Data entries
<<<<

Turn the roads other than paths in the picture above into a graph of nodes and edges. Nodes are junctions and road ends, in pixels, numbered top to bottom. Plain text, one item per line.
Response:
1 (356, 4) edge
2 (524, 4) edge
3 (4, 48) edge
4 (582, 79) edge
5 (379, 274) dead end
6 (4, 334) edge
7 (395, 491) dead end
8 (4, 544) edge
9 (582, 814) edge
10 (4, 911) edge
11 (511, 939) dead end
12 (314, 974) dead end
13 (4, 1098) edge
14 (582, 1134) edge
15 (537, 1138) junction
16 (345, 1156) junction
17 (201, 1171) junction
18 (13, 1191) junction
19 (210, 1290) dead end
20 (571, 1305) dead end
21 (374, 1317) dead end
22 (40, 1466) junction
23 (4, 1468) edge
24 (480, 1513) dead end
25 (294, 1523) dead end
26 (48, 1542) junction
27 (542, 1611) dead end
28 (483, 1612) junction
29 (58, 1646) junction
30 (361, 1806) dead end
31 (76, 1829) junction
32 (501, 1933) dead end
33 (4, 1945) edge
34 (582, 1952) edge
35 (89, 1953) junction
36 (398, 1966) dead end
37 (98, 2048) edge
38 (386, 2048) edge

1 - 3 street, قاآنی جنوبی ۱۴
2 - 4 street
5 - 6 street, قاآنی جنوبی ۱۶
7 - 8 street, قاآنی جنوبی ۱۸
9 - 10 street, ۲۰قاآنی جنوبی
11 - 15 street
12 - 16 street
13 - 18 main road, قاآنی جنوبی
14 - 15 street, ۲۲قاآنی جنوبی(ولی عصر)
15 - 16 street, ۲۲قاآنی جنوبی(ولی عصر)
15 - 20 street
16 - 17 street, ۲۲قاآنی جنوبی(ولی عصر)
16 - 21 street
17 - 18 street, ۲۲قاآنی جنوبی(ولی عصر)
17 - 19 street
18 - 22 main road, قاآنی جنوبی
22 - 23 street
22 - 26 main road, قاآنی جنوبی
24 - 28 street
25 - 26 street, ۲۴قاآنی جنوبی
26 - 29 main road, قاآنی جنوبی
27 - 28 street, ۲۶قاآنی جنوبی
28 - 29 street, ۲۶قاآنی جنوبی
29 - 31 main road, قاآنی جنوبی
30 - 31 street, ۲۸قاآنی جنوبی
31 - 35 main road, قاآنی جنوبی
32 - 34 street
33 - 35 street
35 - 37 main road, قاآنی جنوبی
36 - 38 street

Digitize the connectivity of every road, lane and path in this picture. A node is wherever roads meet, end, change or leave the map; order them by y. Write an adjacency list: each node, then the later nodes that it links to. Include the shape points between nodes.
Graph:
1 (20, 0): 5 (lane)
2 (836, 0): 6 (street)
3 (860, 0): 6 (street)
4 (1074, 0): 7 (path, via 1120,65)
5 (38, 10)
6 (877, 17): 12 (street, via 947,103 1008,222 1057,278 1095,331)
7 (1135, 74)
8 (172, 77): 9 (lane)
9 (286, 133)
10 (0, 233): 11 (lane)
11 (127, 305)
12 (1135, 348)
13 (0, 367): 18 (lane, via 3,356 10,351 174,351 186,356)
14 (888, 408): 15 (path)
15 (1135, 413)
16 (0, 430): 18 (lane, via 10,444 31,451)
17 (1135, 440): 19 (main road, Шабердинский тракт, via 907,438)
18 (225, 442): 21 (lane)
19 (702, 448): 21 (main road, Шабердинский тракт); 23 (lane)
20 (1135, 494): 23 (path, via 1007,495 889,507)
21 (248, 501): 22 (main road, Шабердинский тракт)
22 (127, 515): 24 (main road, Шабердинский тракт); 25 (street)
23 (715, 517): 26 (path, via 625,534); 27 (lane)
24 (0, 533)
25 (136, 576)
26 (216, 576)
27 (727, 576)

>>>>

DIRECTIONS FOR THIS TASK: Transcribe every line above, character for character.

ANSWER SPACE:
Turn the roads other than paths in the picture above into a graph of nodes and edges. Nodes are junctions and road ends, in pixels, numbered top to bottom. Plain text, one item per line.
Response:
1 (356, 4) edge
2 (524, 4) edge
3 (4, 48) edge
4 (582, 79) edge
5 (379, 274) dead end
6 (4, 334) edge
7 (395, 491) dead end
8 (4, 544) edge
9 (582, 814) edge
10 (4, 911) edge
11 (511, 939) dead end
12 (314, 974) dead end
13 (4, 1098) edge
14 (582, 1134) edge
15 (537, 1138) junction
16 (345, 1156) junction
17 (201, 1171) junction
18 (13, 1191) junction
19 (210, 1290) dead end
20 (571, 1305) dead end
21 (374, 1317) dead end
22 (40, 1466) junction
23 (4, 1468) edge
24 (480, 1513) dead end
25 (294, 1523) dead end
26 (48, 1542) junction
27 (542, 1611) dead end
28 (483, 1612) junction
29 (58, 1646) junction
30 (361, 1806) dead end
31 (76, 1829) junction
32 (501, 1933) dead end
33 (4, 1945) edge
34 (582, 1952) edge
35 (89, 1953) junction
36 (398, 1966) dead end
37 (98, 2048) edge
38 (386, 2048) edge

1 - 3 street, قاآنی جنوبی ۱۴
2 - 4 street
5 - 6 street, قاآنی جنوبی ۱۶
7 - 8 street, قاآنی جنوبی ۱۸
9 - 10 street, ۲۰قاآنی جنوبی
11 - 15 street
12 - 16 street
13 - 18 main road, قاآنی جنوبی
14 - 15 street, ۲۲قاآنی جنوبی(ولی عصر)
15 - 16 street, ۲۲قاآنی جنوبی(ولی عصر)
15 - 20 street
16 - 17 street, ۲۲قاآنی جنوبی(ولی عصر)
16 - 21 street
17 - 18 street, ۲۲قاآنی جنوبی(ولی عصر)
17 - 19 street
18 - 22 main road, قاآنی جنوبی
22 - 23 street
22 - 26 main road, قاآنی جنوبی
24 - 28 street
25 - 26 street, ۲۴قاآنی جنوبی
26 - 29 main road, قاآنی جنوبی
27 - 28 street, ۲۶قاآنی جنوبی
28 - 29 street, ۲۶قاآنی جنوبی
29 - 31 main road, قاآنی جنوبی
30 - 31 street, ۲۸قاآنی جنوبی
31 - 35 main road, قاآنی جنوبی
32 - 34 street
33 - 35 street
35 - 37 main road, قاآنی جنوبی
36 - 38 street

Digitize the connectivity of every road, lane and path in this picture. A node is wherever roads meet, end, change or leave the map; order them by y. Write an adjacency list: each node, then the later nodes that it links to. Include the shape points between nodes.
Graph:
1 (20, 0): 5 (lane)
2 (836, 0): 6 (street)
3 (860, 0): 6 (street)
4 (1074, 0): 7 (path, via 1120,65)
5 (38, 10)
6 (877, 17): 12 (street, via 947,103 1008,222 1057,278 1095,331)
7 (1135, 74)
8 (172, 77): 9 (lane)
9 (286, 133)
10 (0, 233): 11 (lane)
11 (127, 305)
12 (1135, 348)
13 (0, 367): 18 (lane, via 3,356 10,351 174,351 186,356)
14 (888, 408): 15 (path)
15 (1135, 413)
16 (0, 430): 18 (lane, via 10,444 31,451)
17 (1135, 440): 19 (main road, Шабердинский тракт, via 907,438)
18 (225, 442): 21 (lane)
19 (702, 448): 21 (main road, Шабердинский тракт); 23 (lane)
20 (1135, 494): 23 (path, via 1007,495 889,507)
21 (248, 501): 22 (main road, Шабердинский тракт)
22 (127, 515): 24 (main road, Шабердинский тракт); 25 (street)
23 (715, 517): 26 (path, via 625,534); 27 (lane)
24 (0, 533)
25 (136, 576)
26 (216, 576)
27 (727, 576)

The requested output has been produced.